[Data items]

○ ○ ○ ○

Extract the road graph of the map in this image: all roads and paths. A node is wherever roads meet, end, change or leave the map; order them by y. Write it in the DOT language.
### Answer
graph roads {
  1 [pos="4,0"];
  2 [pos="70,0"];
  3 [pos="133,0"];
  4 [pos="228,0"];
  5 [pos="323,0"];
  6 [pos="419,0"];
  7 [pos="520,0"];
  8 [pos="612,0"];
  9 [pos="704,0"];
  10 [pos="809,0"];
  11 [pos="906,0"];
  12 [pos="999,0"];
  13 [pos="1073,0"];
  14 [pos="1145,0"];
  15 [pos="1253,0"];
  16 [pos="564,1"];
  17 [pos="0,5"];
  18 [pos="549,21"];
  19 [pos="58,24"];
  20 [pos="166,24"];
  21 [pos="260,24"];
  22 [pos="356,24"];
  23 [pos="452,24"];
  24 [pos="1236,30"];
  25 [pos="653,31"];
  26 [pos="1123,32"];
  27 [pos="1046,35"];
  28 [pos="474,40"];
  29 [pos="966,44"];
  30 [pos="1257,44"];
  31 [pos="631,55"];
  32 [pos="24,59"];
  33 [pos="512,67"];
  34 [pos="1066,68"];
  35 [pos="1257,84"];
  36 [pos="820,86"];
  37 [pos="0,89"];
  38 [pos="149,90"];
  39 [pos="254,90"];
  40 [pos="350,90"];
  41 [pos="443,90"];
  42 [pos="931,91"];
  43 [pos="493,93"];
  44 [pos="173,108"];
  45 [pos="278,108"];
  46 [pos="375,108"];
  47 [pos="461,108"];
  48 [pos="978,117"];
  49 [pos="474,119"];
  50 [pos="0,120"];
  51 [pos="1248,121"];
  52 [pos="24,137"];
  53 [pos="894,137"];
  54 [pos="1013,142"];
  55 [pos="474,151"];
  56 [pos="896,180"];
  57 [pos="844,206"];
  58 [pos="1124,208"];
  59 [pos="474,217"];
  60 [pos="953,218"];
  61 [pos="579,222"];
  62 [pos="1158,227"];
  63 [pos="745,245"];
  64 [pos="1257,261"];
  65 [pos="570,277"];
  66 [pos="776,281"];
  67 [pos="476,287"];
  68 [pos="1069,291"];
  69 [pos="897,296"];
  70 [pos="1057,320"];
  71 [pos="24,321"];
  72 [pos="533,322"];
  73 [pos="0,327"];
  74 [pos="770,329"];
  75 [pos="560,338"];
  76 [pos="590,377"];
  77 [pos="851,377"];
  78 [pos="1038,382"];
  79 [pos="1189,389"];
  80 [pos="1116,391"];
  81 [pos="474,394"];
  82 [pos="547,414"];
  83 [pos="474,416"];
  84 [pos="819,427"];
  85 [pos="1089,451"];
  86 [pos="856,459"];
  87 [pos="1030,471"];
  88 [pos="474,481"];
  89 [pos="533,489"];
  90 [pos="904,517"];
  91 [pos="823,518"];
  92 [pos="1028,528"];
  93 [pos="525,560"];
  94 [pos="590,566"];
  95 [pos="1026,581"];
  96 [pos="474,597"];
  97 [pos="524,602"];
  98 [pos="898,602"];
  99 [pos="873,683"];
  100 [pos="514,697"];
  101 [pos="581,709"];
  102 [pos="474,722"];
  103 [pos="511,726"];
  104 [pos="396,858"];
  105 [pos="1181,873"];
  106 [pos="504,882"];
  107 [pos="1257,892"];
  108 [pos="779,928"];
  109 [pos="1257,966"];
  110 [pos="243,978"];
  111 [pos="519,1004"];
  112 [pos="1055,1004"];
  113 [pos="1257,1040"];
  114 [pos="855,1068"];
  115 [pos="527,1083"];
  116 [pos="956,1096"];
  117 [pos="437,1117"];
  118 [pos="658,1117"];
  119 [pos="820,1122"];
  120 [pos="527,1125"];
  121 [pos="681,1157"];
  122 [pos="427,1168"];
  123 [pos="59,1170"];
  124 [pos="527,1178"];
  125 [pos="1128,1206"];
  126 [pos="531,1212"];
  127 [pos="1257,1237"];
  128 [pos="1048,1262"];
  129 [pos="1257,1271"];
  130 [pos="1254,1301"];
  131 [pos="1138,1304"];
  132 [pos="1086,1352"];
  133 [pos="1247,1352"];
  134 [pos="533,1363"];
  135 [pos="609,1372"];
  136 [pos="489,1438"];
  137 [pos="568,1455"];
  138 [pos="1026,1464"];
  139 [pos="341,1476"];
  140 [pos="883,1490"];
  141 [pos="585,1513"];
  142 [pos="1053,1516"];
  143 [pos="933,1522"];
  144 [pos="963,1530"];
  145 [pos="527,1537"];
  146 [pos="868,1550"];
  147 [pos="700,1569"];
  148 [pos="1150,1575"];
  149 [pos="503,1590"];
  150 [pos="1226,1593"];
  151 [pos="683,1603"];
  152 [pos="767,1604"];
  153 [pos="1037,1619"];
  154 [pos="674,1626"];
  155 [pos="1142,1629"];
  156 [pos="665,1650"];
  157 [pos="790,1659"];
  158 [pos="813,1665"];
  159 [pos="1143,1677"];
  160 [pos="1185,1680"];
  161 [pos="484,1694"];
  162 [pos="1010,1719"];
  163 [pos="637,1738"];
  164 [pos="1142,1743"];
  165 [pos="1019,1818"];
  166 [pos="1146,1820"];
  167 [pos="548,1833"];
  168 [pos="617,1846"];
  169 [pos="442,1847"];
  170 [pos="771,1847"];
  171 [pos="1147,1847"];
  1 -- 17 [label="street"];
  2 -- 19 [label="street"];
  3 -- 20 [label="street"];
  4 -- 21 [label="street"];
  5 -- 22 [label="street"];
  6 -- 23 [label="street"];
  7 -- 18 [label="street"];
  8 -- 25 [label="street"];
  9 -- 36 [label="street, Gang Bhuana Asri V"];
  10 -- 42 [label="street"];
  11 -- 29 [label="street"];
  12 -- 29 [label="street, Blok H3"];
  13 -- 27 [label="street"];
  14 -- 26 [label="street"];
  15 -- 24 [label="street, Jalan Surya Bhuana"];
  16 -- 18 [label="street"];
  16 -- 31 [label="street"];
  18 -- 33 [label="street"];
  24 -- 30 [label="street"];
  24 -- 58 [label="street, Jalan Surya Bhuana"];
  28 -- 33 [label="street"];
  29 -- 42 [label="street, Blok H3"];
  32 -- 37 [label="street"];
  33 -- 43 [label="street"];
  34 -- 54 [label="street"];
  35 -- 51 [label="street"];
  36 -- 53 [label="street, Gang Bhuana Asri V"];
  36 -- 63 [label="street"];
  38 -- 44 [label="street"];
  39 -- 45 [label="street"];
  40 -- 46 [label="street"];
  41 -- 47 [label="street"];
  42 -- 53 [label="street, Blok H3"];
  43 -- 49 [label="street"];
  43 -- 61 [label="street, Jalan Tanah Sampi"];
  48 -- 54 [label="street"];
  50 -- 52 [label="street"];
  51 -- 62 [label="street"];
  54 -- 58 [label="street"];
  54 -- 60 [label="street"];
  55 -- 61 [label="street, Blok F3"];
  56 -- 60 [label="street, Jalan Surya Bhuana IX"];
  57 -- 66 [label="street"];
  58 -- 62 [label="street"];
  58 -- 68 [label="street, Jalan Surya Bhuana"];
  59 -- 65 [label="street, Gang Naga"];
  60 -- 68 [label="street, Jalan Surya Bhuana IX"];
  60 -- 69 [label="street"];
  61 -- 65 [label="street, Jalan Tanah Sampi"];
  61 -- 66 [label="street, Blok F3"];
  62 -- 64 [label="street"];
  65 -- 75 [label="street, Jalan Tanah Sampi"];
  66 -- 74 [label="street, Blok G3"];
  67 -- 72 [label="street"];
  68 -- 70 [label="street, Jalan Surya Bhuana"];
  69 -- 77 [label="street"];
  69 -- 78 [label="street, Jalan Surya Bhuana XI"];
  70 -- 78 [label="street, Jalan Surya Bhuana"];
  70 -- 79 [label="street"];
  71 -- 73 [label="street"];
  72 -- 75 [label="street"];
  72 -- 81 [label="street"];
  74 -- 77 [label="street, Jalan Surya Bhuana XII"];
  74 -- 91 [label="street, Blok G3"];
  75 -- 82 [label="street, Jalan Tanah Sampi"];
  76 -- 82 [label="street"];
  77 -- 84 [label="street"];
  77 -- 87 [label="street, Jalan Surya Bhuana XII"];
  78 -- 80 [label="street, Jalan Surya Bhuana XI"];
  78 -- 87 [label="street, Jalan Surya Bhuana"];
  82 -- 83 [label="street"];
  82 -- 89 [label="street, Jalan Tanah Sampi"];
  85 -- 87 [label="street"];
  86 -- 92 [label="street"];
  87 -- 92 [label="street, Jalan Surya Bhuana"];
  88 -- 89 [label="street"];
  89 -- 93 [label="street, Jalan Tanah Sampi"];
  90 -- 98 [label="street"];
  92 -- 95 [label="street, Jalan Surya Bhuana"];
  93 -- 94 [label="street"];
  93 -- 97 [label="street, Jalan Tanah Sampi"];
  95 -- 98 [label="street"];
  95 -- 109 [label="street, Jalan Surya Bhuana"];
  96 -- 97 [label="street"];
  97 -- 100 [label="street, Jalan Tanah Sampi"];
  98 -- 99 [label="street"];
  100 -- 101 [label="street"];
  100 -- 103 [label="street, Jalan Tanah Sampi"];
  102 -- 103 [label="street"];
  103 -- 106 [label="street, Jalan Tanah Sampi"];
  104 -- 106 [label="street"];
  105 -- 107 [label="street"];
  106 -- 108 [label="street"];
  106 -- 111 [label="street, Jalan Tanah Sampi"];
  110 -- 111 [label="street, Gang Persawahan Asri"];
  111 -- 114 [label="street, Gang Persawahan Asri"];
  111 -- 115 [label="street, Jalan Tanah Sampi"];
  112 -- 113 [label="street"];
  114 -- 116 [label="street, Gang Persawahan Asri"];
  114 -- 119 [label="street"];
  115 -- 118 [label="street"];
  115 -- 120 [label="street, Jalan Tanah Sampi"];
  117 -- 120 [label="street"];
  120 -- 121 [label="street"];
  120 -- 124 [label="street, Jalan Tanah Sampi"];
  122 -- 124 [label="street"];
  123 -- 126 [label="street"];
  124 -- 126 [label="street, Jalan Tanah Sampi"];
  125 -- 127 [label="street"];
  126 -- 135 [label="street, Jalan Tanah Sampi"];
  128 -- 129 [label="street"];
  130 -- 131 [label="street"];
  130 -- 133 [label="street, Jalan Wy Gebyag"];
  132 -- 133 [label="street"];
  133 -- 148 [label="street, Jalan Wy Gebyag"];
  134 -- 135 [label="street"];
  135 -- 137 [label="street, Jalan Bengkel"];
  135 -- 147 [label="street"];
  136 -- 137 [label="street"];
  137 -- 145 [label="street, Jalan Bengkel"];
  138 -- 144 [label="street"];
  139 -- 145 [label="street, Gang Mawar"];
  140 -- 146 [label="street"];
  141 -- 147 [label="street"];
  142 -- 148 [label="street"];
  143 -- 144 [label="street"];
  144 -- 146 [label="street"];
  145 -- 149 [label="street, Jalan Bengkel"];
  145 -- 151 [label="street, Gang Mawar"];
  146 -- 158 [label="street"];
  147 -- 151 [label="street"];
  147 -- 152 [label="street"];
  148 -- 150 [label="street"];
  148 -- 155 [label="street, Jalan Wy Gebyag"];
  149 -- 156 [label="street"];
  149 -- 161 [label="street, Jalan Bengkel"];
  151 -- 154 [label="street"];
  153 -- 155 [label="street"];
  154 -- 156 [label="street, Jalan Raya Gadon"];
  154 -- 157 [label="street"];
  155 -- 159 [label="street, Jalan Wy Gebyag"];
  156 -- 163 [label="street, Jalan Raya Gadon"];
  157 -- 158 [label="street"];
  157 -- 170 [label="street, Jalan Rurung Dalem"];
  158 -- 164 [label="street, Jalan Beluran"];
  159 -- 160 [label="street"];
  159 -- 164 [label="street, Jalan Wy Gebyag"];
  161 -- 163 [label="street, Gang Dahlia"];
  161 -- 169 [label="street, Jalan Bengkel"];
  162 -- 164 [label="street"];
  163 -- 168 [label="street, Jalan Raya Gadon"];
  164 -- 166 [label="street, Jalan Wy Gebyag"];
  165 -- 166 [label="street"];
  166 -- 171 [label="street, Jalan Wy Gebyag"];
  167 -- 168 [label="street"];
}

○ ○ ○ ○

[EXERCISE DETAILS] Output the number of lines in the records above that contain the string "Persawahan", and no other text.

[RESULT] 3